## Dataset excerpts:
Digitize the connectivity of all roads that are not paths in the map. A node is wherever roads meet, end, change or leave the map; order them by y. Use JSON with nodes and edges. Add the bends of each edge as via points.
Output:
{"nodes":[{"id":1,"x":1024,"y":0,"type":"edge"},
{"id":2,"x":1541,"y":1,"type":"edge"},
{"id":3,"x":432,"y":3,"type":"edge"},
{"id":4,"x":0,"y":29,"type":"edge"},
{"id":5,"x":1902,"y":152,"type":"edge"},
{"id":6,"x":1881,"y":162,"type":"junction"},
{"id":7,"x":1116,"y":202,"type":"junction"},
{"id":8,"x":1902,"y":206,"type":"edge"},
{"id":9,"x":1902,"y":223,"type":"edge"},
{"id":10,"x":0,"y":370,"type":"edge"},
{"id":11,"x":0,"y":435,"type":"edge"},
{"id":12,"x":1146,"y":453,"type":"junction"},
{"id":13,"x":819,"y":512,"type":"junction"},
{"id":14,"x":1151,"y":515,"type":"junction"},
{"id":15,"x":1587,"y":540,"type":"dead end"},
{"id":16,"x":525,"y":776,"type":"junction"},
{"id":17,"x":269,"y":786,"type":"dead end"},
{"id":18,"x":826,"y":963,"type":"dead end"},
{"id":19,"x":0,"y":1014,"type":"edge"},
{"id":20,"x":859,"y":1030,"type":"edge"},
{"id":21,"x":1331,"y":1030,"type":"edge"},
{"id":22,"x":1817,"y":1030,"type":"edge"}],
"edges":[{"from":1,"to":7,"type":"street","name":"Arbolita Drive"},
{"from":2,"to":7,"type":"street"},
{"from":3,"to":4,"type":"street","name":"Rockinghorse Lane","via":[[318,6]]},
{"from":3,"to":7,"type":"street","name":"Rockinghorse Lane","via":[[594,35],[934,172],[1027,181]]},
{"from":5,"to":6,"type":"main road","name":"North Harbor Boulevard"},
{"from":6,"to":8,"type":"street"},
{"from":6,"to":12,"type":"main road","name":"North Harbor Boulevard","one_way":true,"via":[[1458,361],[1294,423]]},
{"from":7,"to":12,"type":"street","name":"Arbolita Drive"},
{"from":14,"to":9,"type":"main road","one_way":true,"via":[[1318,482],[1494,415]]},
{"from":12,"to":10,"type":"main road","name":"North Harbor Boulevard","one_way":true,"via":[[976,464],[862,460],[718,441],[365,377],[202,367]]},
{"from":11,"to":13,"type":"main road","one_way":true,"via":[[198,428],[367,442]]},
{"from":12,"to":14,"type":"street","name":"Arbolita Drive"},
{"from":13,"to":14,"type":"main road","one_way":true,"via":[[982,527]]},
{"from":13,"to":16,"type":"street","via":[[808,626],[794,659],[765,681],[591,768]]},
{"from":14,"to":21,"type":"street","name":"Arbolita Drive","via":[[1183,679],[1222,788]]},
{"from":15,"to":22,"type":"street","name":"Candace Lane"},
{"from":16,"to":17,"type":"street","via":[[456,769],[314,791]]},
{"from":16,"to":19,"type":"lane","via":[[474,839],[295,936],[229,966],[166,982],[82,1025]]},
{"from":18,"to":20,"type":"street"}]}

## Goal of the exercise:
Every line above that contains the word "true" should be reported.

## Task response:
{"from":6,"to":12,"type":"main road","name":"North Harbor Boulevard","one_way":true,"via":[[1458,361],[1294,423]]},
{"from":14,"to":9,"type":"main road","one_way":true,"via":[[1318,482],[1494,415]]},
{"from":12,"to":10,"type":"main road","name":"North Harbor Boulevard","one_way":true,"via":[[976,464],[862,460],[718,441],[365,377],[202,367]]},
{"from":11,"to":13,"type":"main road","one_way":true,"via":[[198,428],[367,442]]},
{"from":13,"to":14,"type":"main road","one_way":true,"via":[[982,527]]},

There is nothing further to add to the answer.